___ Data supplied ___
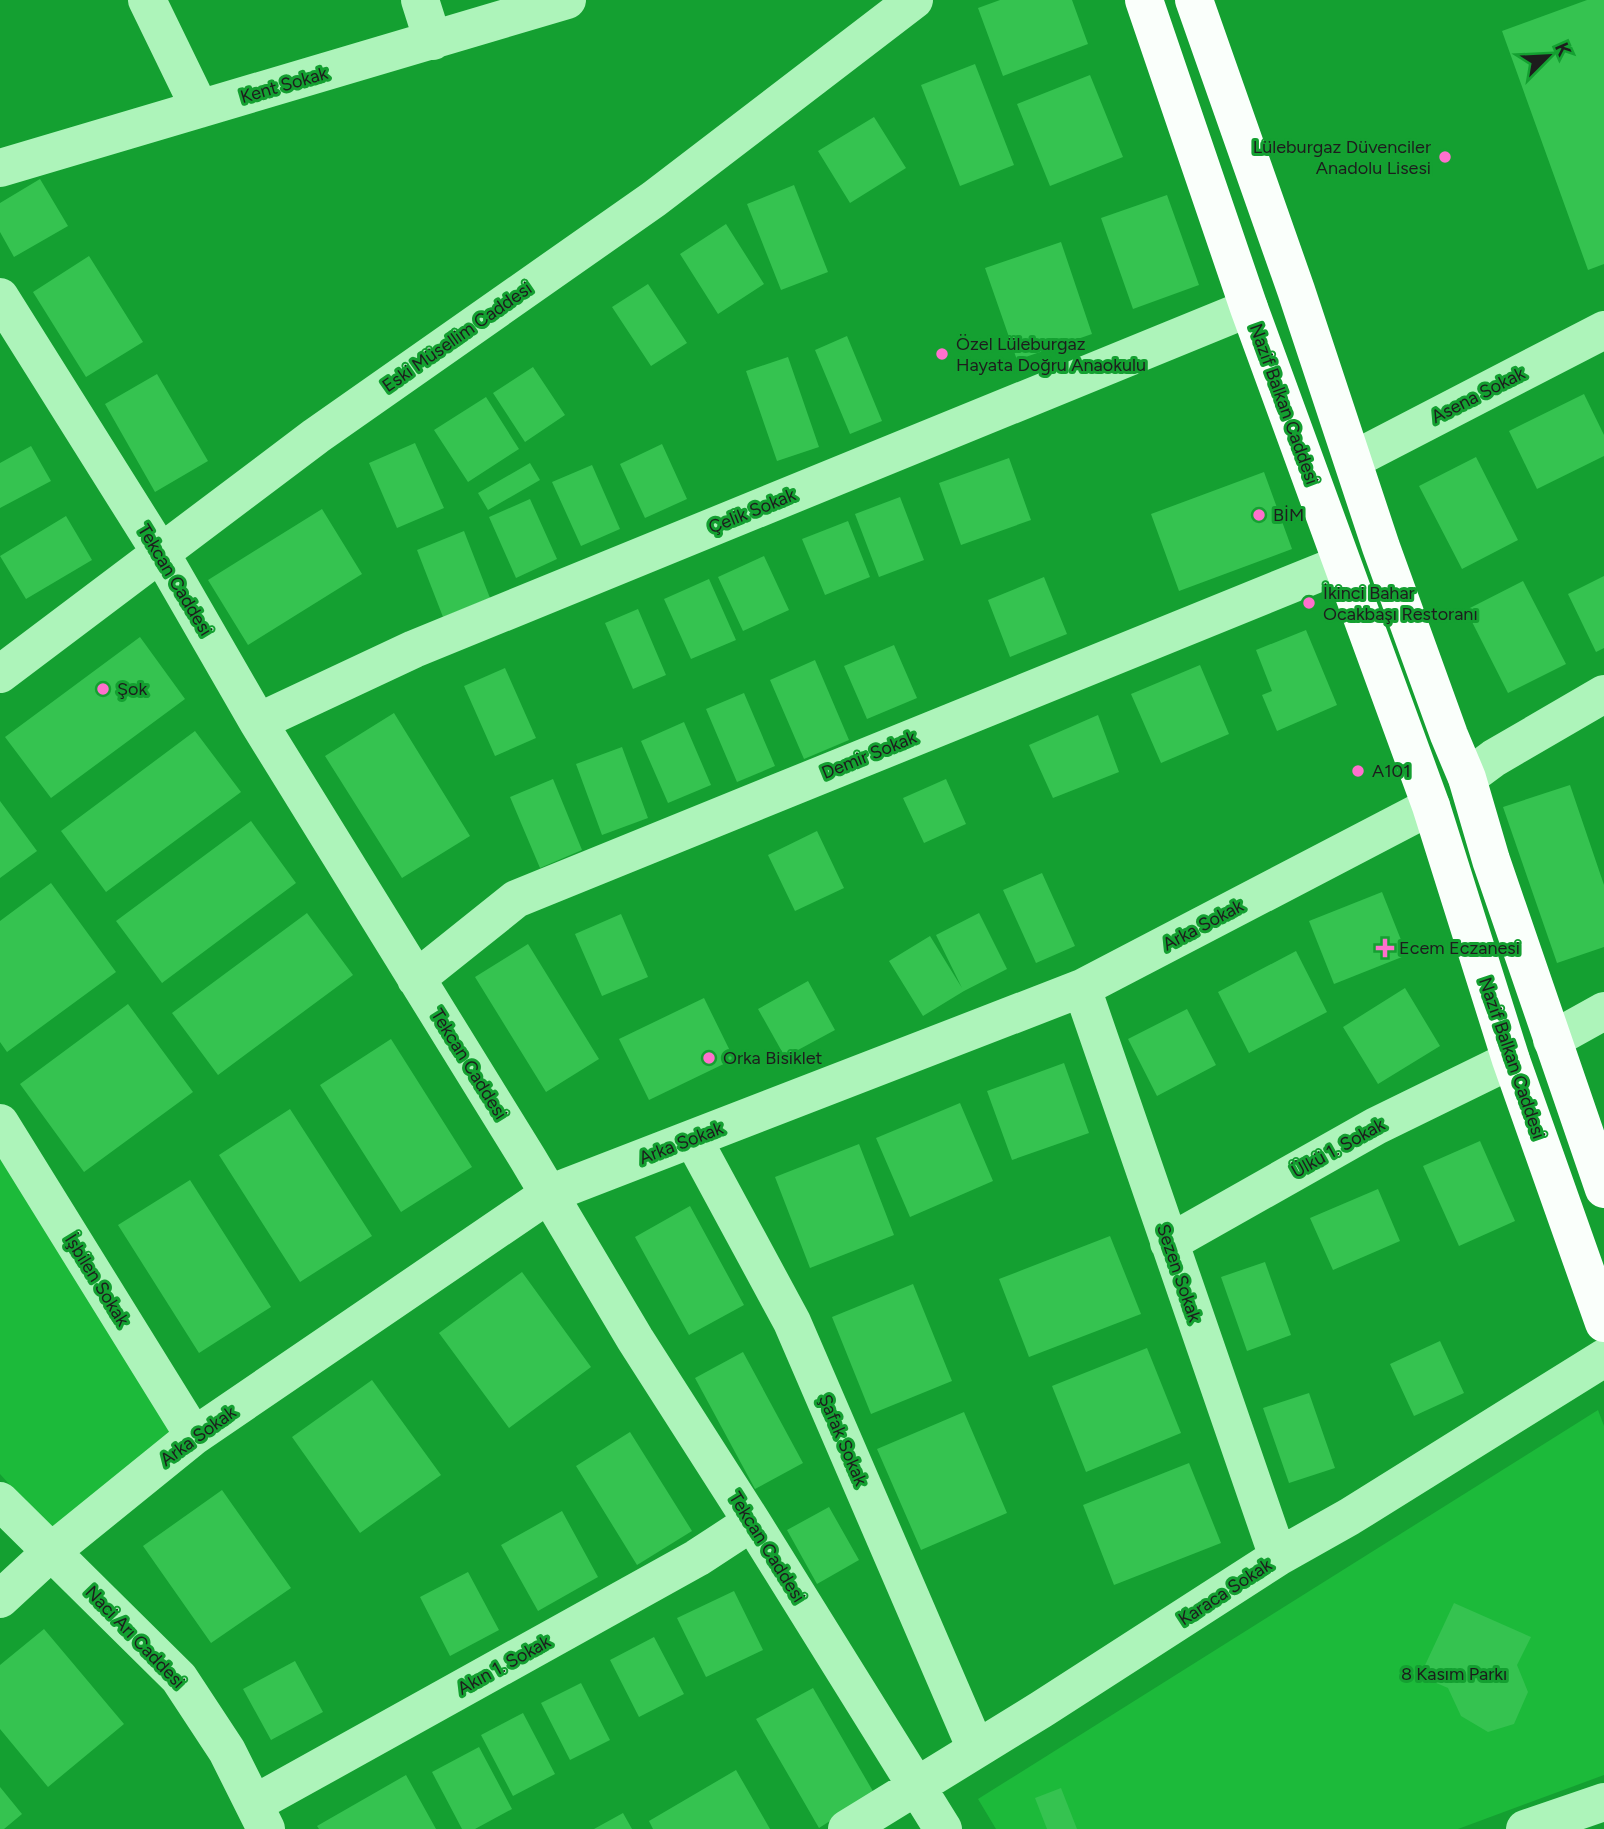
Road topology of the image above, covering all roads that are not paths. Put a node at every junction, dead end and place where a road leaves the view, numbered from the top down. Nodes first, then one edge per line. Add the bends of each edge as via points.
1 (148, 0) edge
2 (420, 0) edge
3 (567, 0) edge
4 (914, 0) edge
5 (1144, 0) edge
6 (1194, 0) edge
7 (872, 13) edge
8 (433, 41) junction
9 (200, 109) junction
10 (0, 167) edge
11 (0, 297) edge
12 (1249, 308) junction
13 (1604, 330) edge
14 (1353, 460) junction
15 (160, 552) junction
16 (1341, 564) junction
17 (0, 674) edge
18 (1604, 694) edge
19 (258, 722) junction
20 (1467, 778) junction
21 (1431, 806) junction
22 (416, 979) junction
23 (1082, 988) junction
24 (1604, 1011) edge
25 (1552, 1040) junction
26 (1511, 1060) junction
27 (0, 1123) edge
28 (693, 1139) junction
29 (1604, 1189) edge
30 (550, 1194) junction
31 (1169, 1243) junction
32 (1604, 1323) edge
33 (1604, 1357) edge
34 (194, 1436) junction
35 (0, 1502) edge
36 (752, 1522) junction
37 (52, 1551) junction
38 (1278, 1557) junction
39 (0, 1599) edge
40 (976, 1749) junction
41 (916, 1785) junction
42 (1604, 1801) edge
43 (260, 1816) edge
44 (848, 1829) edge
45 (943, 1829) edge
46 (1525, 1829) edge

1 - 9 street
2 - 8 street
3 - 8 street, Kent Sokak
4 - 7 street, Eski Müsellim Caddesi
5 - 12 main road, Nazif Balkan Caddesi
6 - 14 main road
7 - 15 street, Eski Müsellim Caddesi via 654,200 316,436
8 - 9 street, Kent Sokak
9 - 10 street, Kent Sokak
11 - 15 street, Tekcan Caddesi
12 - 16 main road, Nazif Balkan Caddesi
12 - 19 street, Çelik Sokak via 414,649
13 - 14 street, Asena Sokak
14 - 20 main road
15 - 17 street, Eski Müsellim Caddesi
15 - 19 street, Tekcan Caddesi
16 - 21 main road, Nazif Balkan Caddesi
16 - 22 street, Demir Sokak via 516,899
18 - 20 street
19 - 22 street, Tekcan Caddesi
20 - 21 main road
20 - 25 main road
21 - 23 street, Arka Sokak
21 - 26 main road, Nazif Balkan Caddesi
22 - 30 street, Tekcan Caddesi
23 - 28 street, Arka Sokak
23 - 31 street, Sezen Sokak
24 - 25 street
25 - 29 main road
26 - 31 street, Ülkü 1. Sokak via 1376,1126
26 - 32 main road, Nazif Balkan Caddesi
27 - 34 street, İşbilen Sokak
28 - 30 street, Arka Sokak
28 - 40 street, Şafak Sokak via 792,1322
30 - 34 street, Arka Sokak
30 - 36 street, Tekcan Caddesi via 635,1339
31 - 38 street, Sezen Sokak
33 - 38 street, Karaca Sokak
34 - 37 street, Arka Sokak
35 - 37 street, Naci Arı Caddesi
36 - 41 street, Tekcan Caddesi
36 - 43 street, Akın 1. Sokak
37 - 39 street, Arka Sokak
37 - 43 street, Naci Arı Caddesi via 179,1678 227,1751
38 - 40 street, Karaca Sokak
40 - 41 street, Karaca Sokak
41 - 44 street, Karaca Sokak
41 - 45 street, Tekcan Caddesi
42 - 46 street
___
* [Aim of the task]:
Your answer must be the entries written out word for word, without their pictures.

* [Task result]:
Road topology of the image above, covering all roads that are not paths. Put a node at every junction, dead end and place where a road leaves the view, numbered from the top down. Nodes first, then one edge per line. Add the bends of each edge as via points.
1 (148, 0) edge
2 (420, 0) edge
3 (567, 0) edge
4 (914, 0) edge
5 (1144, 0) edge
6 (1194, 0) edge
7 (872, 13) edge
8 (433, 41) junction
9 (200, 109) junction
10 (0, 167) edge
11 (0, 297) edge
12 (1249, 308) junction
13 (1604, 330) edge
14 (1353, 460) junction
15 (160, 552) junction
16 (1341, 564) junction
17 (0, 674) edge
18 (1604, 694) edge
19 (258, 722) junction
20 (1467, 778) junction
21 (1431, 806) junction
22 (416, 979) junction
23 (1082, 988) junction
24 (1604, 1011) edge
25 (1552, 1040) junction
26 (1511, 1060) junction
27 (0, 1123) edge
28 (693, 1139) junction
29 (1604, 1189) edge
30 (550, 1194) junction
31 (1169, 1243) junction
32 (1604, 1323) edge
33 (1604, 1357) edge
34 (194, 1436) junction
35 (0, 1502) edge
36 (752, 1522) junction
37 (52, 1551) junction
38 (1278, 1557) junction
39 (0, 1599) edge
40 (976, 1749) junction
41 (916, 1785) junction
42 (1604, 1801) edge
43 (260, 1816) edge
44 (848, 1829) edge
45 (943, 1829) edge
46 (1525, 1829) edge

1 - 9 street
2 - 8 street
3 - 8 street, Kent Sokak
4 - 7 street, Eski Müsellim Caddesi
5 - 12 main road, Nazif Balkan Caddesi
6 - 14 main road
7 - 15 street, Eski Müsellim Caddesi via 654,200 316,436
8 - 9 street, Kent Sokak
9 - 10 street, Kent Sokak
11 - 15 street, Tekcan Caddesi
12 - 16 main road, Nazif Balkan Caddesi
12 - 19 street, Çelik Sokak via 414,649
13 - 14 street, Asena Sokak
14 - 20 main road
15 - 17 street, Eski Müsellim Caddesi
15 - 19 street, Tekcan Caddesi
16 - 21 main road, Nazif Balkan Caddesi
16 - 22 street, Demir Sokak via 516,899
18 - 20 street
19 - 22 street, Tekcan Caddesi
20 - 21 main road
20 - 25 main road
21 - 23 street, Arka Sokak
21 - 26 main road, Nazif Balkan Caddesi
22 - 30 street, Tekcan Caddesi
23 - 28 street, Arka Sokak
23 - 31 street, Sezen Sokak
24 - 25 street
25 - 29 main road
26 - 31 street, Ülkü 1. Sokak via 1376,1126
26 - 32 main road, Nazif Balkan Caddesi
27 - 34 street, İşbilen Sokak
28 - 30 street, Arka Sokak
28 - 40 street, Şafak Sokak via 792,1322
30 - 34 street, Arka Sokak
30 - 36 street, Tekcan Caddesi via 635,1339
31 - 38 street, Sezen Sokak
33 - 38 street, Karaca Sokak
34 - 37 street, Arka Sokak
35 - 37 street, Naci Arı Caddesi
36 - 41 street, Tekcan Caddesi
36 - 43 street, Akın 1. Sokak
37 - 39 street, Arka Sokak
37 - 43 street, Naci Arı Caddesi via 179,1678 227,1751
38 - 40 street, Karaca Sokak
40 - 41 street, Karaca Sokak
41 - 44 street, Karaca Sokak
41 - 45 street, Tekcan Caddesi
42 - 46 street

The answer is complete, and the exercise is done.